59 / 205
59.フライパンの子
しおりを挟む
助けを求めていると思われるアカウントの持ち主が、あの礼儀正しい女子高生であることが分かった。
儀を重んじるおっさんとしては、一言二言であっても会話したことのある女の子を助けてあげたいと思う。
男子高校生だったらというイフは今は意味を成さないので考えない。
おっさんが女子高生を好きなのはもはや世界の摂理とかそういう問題だから、それを議論しても仕方がないだろう。
俺は中条さんの位置情報を調べる。
これは決して邪な気持ちからやっているわけではないのだ。
緊急事態だから。
中条さんがいるのはステルシア聖王国の大聖堂の地下のようだ。
建物のどこにいるかまでわかるとは、ゴッドポジショニングシステムは素晴らしいな。
しかし地下と聞くだけでなぜか悪い想像をしてしまうのは俺だけだろうか。
とにかく、一度様子を見にいってみよう。
最近分かったことなのだが、神のスマホのマップ機能を使うと行ったことの無い場所であっても転移することができるのだ。
神の苦無威を使えば、誰にも気が付かれずに浸入することも可能だろう。
俺は神の苦無威を握り締めて、聖王国に転移した。
「来ないでください!!それ以上近づいたら燃やしますよ」
「怖いねえ、勇者様は。だが、これを見てもそんな威勢のいいことが言えるかな?」
「助けてぇ、お姉ちゃん!!」
「なっ!あなたたちはどこまで卑劣なんですか!!獣人の子供を、人質にするなんて!!」
「ひひひっ、なんとでも言え。俺達はお前を拷問して犯せればなんでもいいからな。辛いのが嫌なら早くガキを生んで神器を受け継がせることだな。そうすれば楽に殺してやるからよ」
「くっ……」
とんでもない状況に転移してきてしまった。
しかし中条さんはまだ乱暴されたりはしていない様子。
なんとか間に合ってよかったな。
この様子だと獣人の子供を盾にどんなことをされるのか分かったものじゃない。
この状況は一体どうなっているのかな。
中条さんはステルシア聖王国の陣営に所属していたはずだ。
教皇派ではなく、枢機卿の一人の陣営だ。
それがこんなところに幽閉されて、獣人の子供を盾に酷い目にあわされようとしている。
まあ何があったのかは本人から聞くとしよう。
俺は獣人の子供を押さえつけている男の背中から忍び寄り、手にしたクナイで心臓を一突きにした。
「かはっ……」
ばたり、と男が倒れこむ。
神の苦無威の凄いところは、ここで他の人への隠密効果が切れないところだ。
神の苦無威の隠密効果は、触れた人間にのみ解除される。
しかし唯一触れた人間である男は絶命。
他の人には男が突然死んだように見えているだろう。
暗殺が失敗しない限りは無限の隠密能力を得ることができるとは、まさに神の名を冠するのに相応しい神器だ。

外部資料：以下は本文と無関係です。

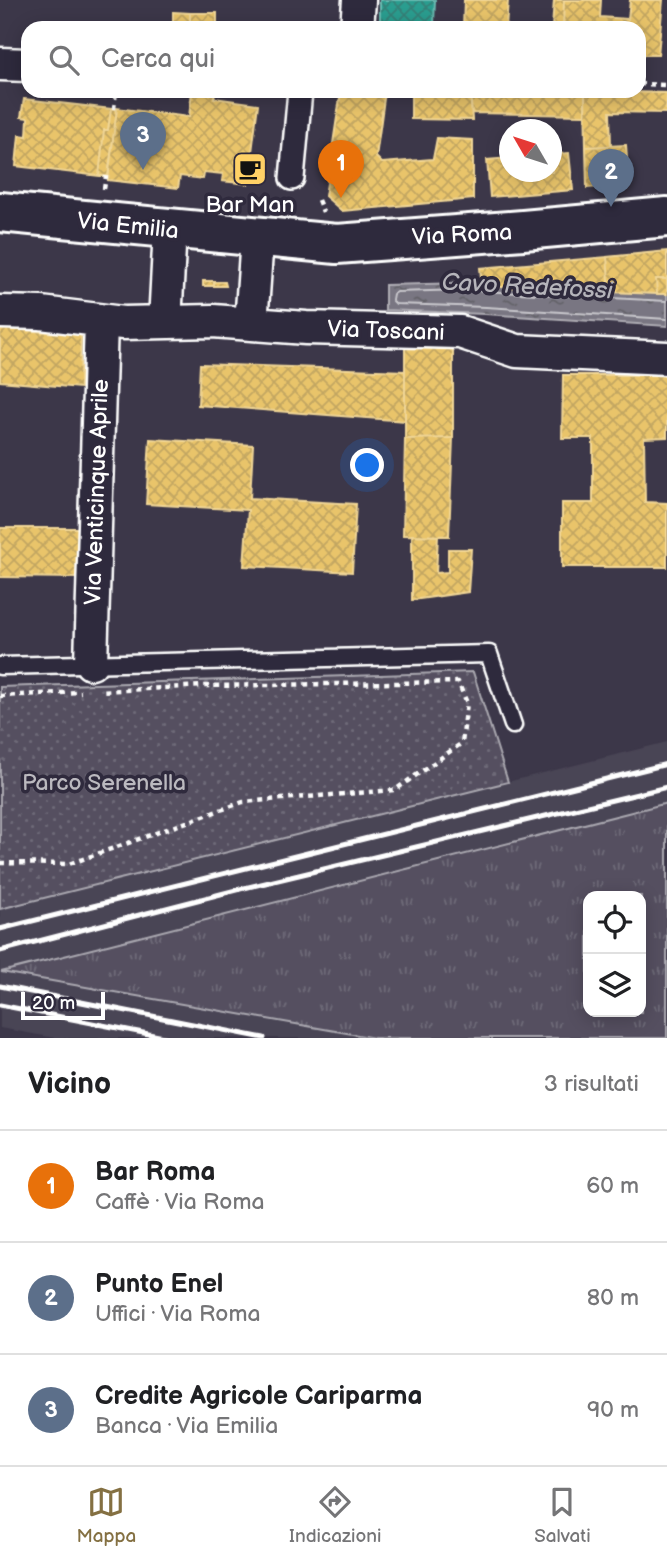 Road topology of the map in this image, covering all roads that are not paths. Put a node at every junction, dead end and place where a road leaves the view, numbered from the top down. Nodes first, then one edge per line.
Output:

俺は中条さんと話していた男も心臓一突きで殺し、姿を現す。
「あ、あなたは……」
「お久しぶりですね。神の空間以来です」
「は、はい。ですが、なぜ?」
「これ、中条さんのつぶやきじゃありませんか?」
つぶやきを見てアカウントの特定をした俺のことを、中条さんは気持ち悪いと思うかもしれない。
しかしそれを秘密にするというのはちょっと卑怯な気がして、俺は馬鹿正直に神のスマホのことを話した。
「そうなんですか。いえ、気持ち悪いなんて思いませんよ。助けに来ていただいて本当にありがとうございます。あのままであれば、私はどんな目にあわされていたか……」
想像してしまったのか、中条さんは顔を青くしてぶるりと震える。
まあろくな死に方はできなかったことだけは確かだな。
さっき殺した男は子供を生ませて神器を受け継がせてから殺すと言っていた。
その子供もどんな教育がなされるのか分かったものではない。
まったく、三国同盟はこんな国しかないのか。
「とりあえずここで立ち話もなんですから、移動しましょう。私は転移が使えますから」
転移が魔法であることをぼかして伝える。
なんとなく俺の勘がこの子は善良であると伝えてきているが、すべての神器の力を伝えるまでの信用はすることができない。
伊藤紗江子のこともあって、少々女子高生に懐疑的になっていることもあるかもしれない。
若い子の考えがいまいち分からないというのは、おっさんの永遠の課題なんだ。
「あの、図々しいお願いなんですけど。もうひとり助けて欲しい人がいるんです」
「わかった」
「え、いいんですか?そんなに簡単なことでは無いと思いますけど……」
断わられることも覚悟していたのかもしれない。
中条さんは少し驚いた様子でその人の特徴を伝える。
まあ神の苦無威が無かったら断わったかもしれないけど、これがあればリスクはほとんど無いからな。
ちょっと最近は普通の神経というものを失いつつある。
「じゃあその狼獣人の女性を助け出せばいいんだね。君たちは危険だから一度俺のお世話になっている貴族の領地に送るけど、その場からあまり離れないようにしてくれるかな」
「分かりました。すみませんが、よろしくお願いします」
俺は中条さんと獣人の子供を連れて一度男爵領へと転移した。
男爵達に説明するのは面倒なので後回しだ。
とりあえずは獣人たちが暮らしていた壁付近の居住スペースに2人を案内し、そこからあまり動かないようにお願いする。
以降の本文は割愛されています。